Les conditions macroéconomiques constituent le deuxième risque le plus significatif, principalement en raison d’une croissance économique lente, de l’augmentation de la dette publique, et des pressions inflationnistes causées par la hausse des prix de l’énergie. Les tarifs et autres barrières commerciales se classent au troisième rang sur l’échelle des risques. Après une baisse significative des préoccupations concernant une réglementation excessive et la complexité réglementaire en Europe l’année dernière, la part des entreprises percevant ce problème comme un risque a augmenté de 11 points de pourcentage cette année, faisant de la réglementation le quatrième risque le plus significatif. Pendant ce temps, l’Union européenne s’efforce de simplifier les réglementations et de réduire le fardeau administratif des entreprises de 25 pour cent d’ici 2029, et de 35 pour cent pour les petites et moyennes entreprises.

Raisons d’optimisme

Soixante pour cent des entreprises s’attendent à ce que l’attractivité de l’Europe augmente au cours des trois prochaines années, grâce à un grand marché, une infrastructure de qualité, et un accès à la durabilité. L’Europe progresse également en matière d’innovation, ce segment passant au troisième rang parmi ses avantages, tandis que la peur d’un rythme d’innovation lent est tombée du cinquième au huitième rang sur l’échelle des risques. Cela est également soutenu par l’élan dans l’intelligence artificielle, soutenu par l’initiative InvestAI d’une valeur de 200 milliards d’euros, dont 20 milliards sont alloués pour des giga-usines d’IA. Bien que seulement dix pour cent des recommandations de compétitivité de Draghi aient été mises en œuvre jusqu’à présent, 52 pour cent des entreprises croient que l’Europe prendra les décisions stratégiques nécessaires, tandis que seulement 21 pour cent en doutent.

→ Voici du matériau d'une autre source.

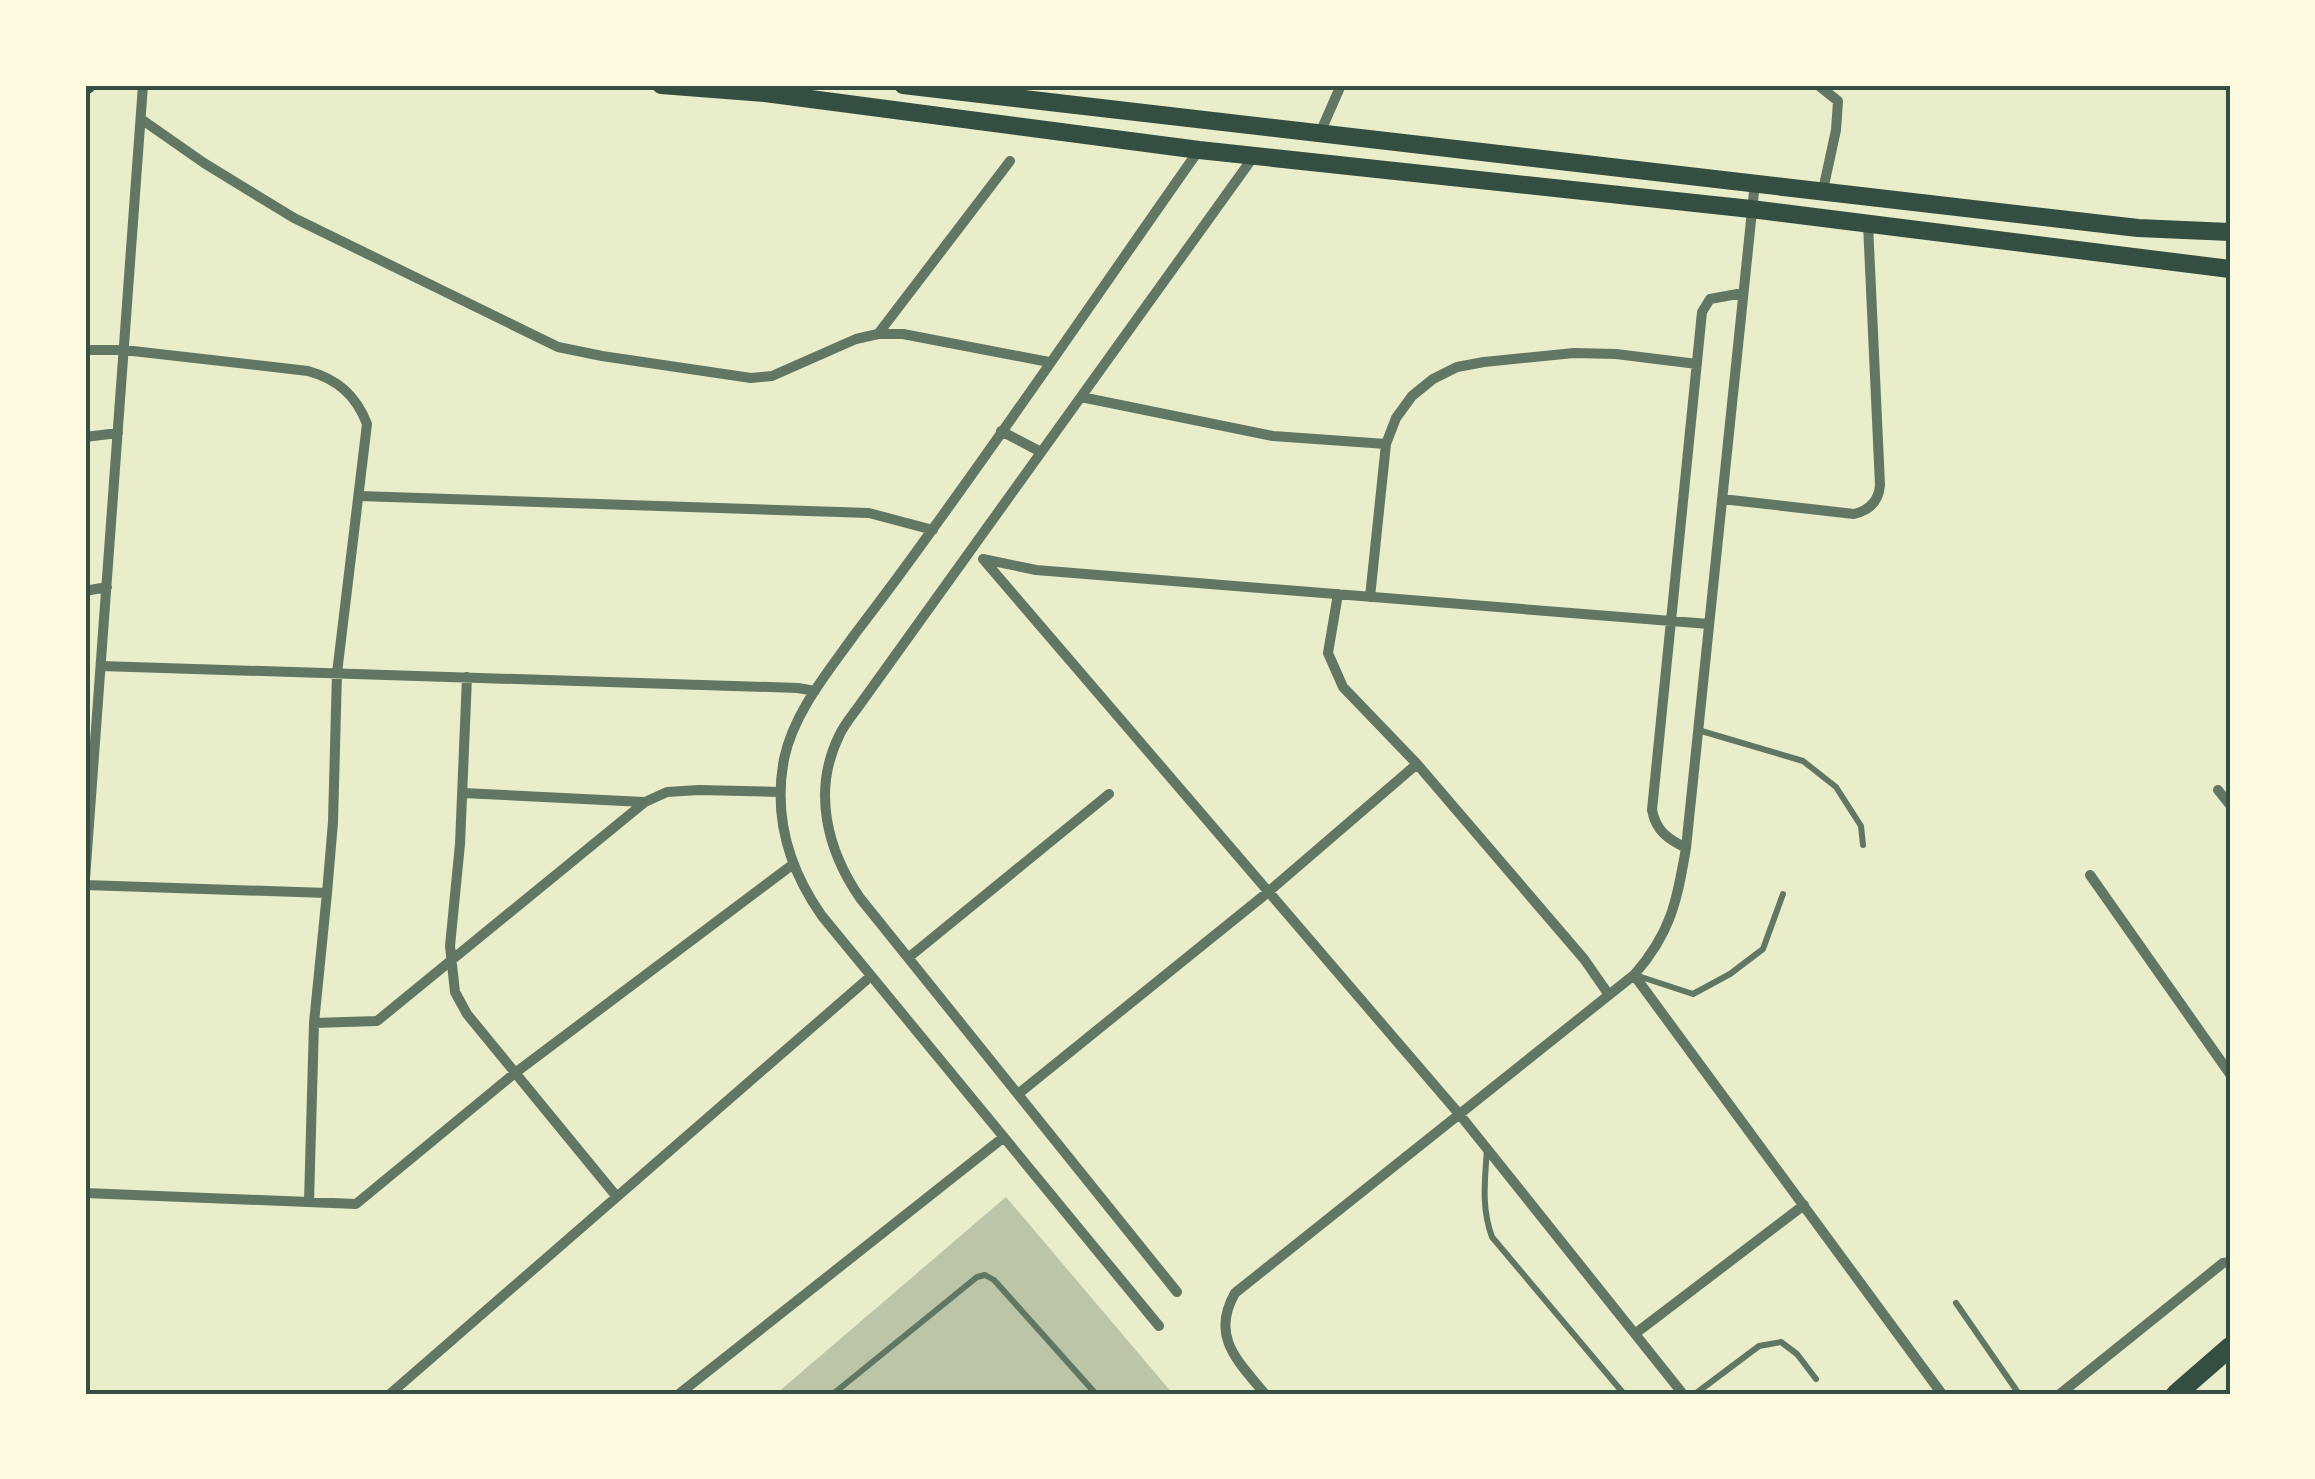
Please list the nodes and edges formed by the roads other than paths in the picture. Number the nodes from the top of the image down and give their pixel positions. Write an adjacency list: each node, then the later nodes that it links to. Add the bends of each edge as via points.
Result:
1 (143, 85): 7 (street)
2 (661, 85): 9 (main road)
3 (903, 85): 6 (main road)
4 (1341, 85): 8 (street)
5 (1818, 85): 14 (street, via 1838,102)
6 (1101, 108): 8 (main road); 9 (main road)
7 (141, 119): 20 (street, via 294,218 558,347 751,378); 22 (street)
8 (1320, 132): 13 (main road)
9 (1094, 136): 10 (main road)
10 (1199, 150): 11 (main road); 23 (street)
11 (1254, 156): 15 (main road); 25 (street)
12 (1010, 161): 20 (street)
13 (1755, 182): 14 (main road); 15 (street)
14 (1823, 190): 17 (main road, via 2138,228)
15 (1751, 210): 16 (main road); 19 (street)
16 (1868, 224): 18 (main road); 32 (street, via 1878,498 1854,514)
17 (2230, 232)
18 (2230, 269)
19 (1743, 294): 24 (street, via 1706,302); 32 (street)
20 (878, 334): 23 (street)
21 (85, 350): 22 (street)
22 (124, 350): 27 (street); 31 (street, via 308,371 334,381 355,399 367,424)
23 (1049, 362): 26 (street)
24 (1697, 364): 29 (street, via 1574,353 1457,367 1412,396); 40 (street)
25 (1081, 397): 29 (street, via 1273,436); 30 (street)
26 (1001, 431): 30 (street); 33 (street)
27 (118, 433): 28 (street); 36 (street)
28 (85, 437)
29 (1386, 444): 39 (street)
30 (1041, 452): 34 (street)
31 (359, 496): 33 (street, via 869,513); 43 (street)
32 (1722, 499): 41 (street)
33 (933, 530): 45 (street)
34 (968, 554): 35 (street); 62 (street, via 839,735 829,764 826,810 835,855)
35 (982, 559): 38 (street, via 1036,570); 60 (street)
36 (107, 588): 37 (street); 42 (street)
37 (85, 591)
38 (1338, 594): 39 (street); 47 (street, via 1328,652 1336,670)
39 (1370, 597): 40 (street)
40 (1671, 621): 41 (street); 55 (street, via 1652,810 1664,835)
41 (1710, 624): 46 (street)
42 (101, 666): 43 (street); 58 (street)
43 (336, 673): 44 (street); 59 (street)
44 (467, 677): 45 (street); 50 (street)
45 (815, 690): 49 (street, via 785,756)
46 (1698, 730): 54 (lane, via 1802,762 1836,787 1862,826); 55 (street)
47 (1417, 764): 60 (street); 66 (street)
48 (2218, 790): 53 (street)
49 (780, 792): 52 (street, via 668,792); 56 (street)
50 (462, 793): 52 (street); 63 (street)
51 (1110, 794): 62 (street)
52 (646, 802): 63 (street)
53 (2230, 804)
54 (1862, 845)
55 (1686, 848): 64 (street, via 1674,912)
56 (792, 865): 65 (street, via 822,916); 68 (street)
57 (2090, 875): 69 (street)
58 (85, 882): 59 (street)
59 (327, 893): 67 (street)
60 (1267, 893): 70 (street); 71 (street)
61 (1783, 894): 64 (lane, via 1763,949 1730,974 1693,994)
62 (908, 958): 70 (street)
63 (452, 961): 67 (street, via 377,1021); 68 (street, via 466,1014)
64 (1634, 975): 66 (street); 77 (street)
65 (872, 976): 72 (street); 75 (street)
66 (1609, 995): 71 (street)
67 (314, 1023): 76 (street)
68 (515, 1073): 75 (street); 76 (street, via 356,1204)
69 (2230, 1074)
70 (1018, 1094): 79 (street)
71 (1460, 1115): 73 (street); 89 (street, via 1235,1293 1226,1312 1228,1346)
72 (1004, 1137): 81 (street); 86 (street)
73 (1487, 1148): 82 (street); 90 (lane, via 1483,1202 1492,1236)
74 (85, 1192): 76 (street)
75 (616, 1197): 85 (street)
76 (309, 1202)
77 (1804, 1205): 82 (street); 93 (street)
78 (2230, 1262): 95 (street)
79 (1177, 1292)
80 (1956, 1303): 94 (lane)
81 (1159, 1326)
82 (1636, 1333): 91 (street)
83 (2230, 1348): 96 (main road)
84 (1816, 1380): 92 (lane, via 1781,1342 1759,1346)
85 (390, 1394)
86 (679, 1394)
87 (833, 1394): 88 (lane, via 985,1276)
88 (1096, 1394)
89 (1266, 1394)
90 (1624, 1394)
91 (1683, 1394)
92 (1695, 1394)
93 (1942, 1394)
94 (2019, 1394)
95 (2060, 1394)
96 (2176, 1394)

Comme deux priorités urgentes, les investisseurs soulignent un soutien plus fort pour les petites et moyennes entreprises, qui sont l’épine dorsale de l’économie européenne mais aussi les plus sensibles aux coûts et à la réglementation, et des prix de l’énergie plus bas, ce qui soulagerait la compétitivité industrielle. Ils mentionnent également un soutien pour les secteurs stratégiques, une fiscalité simplifiée, et l’innovation numérique, tandis que les investissements dans la sécurité et l’autonomie stratégique des entreprises sont considérés comme moins importants, reflétant le désir de l’Europe de rester ouverte au commerce tout en protégeant les chaînes d’approvisionnement clés. En conclusion, l’Europe a des bases solides et une confiance croissante des investisseurs, mais maintenir l’élan nécessite des actions concrètes, une énergie moins chère, des réglementations simplifiées, et un soutien pour la petite économie. La question est seulement de savoir si les intentions se transformeront en actions.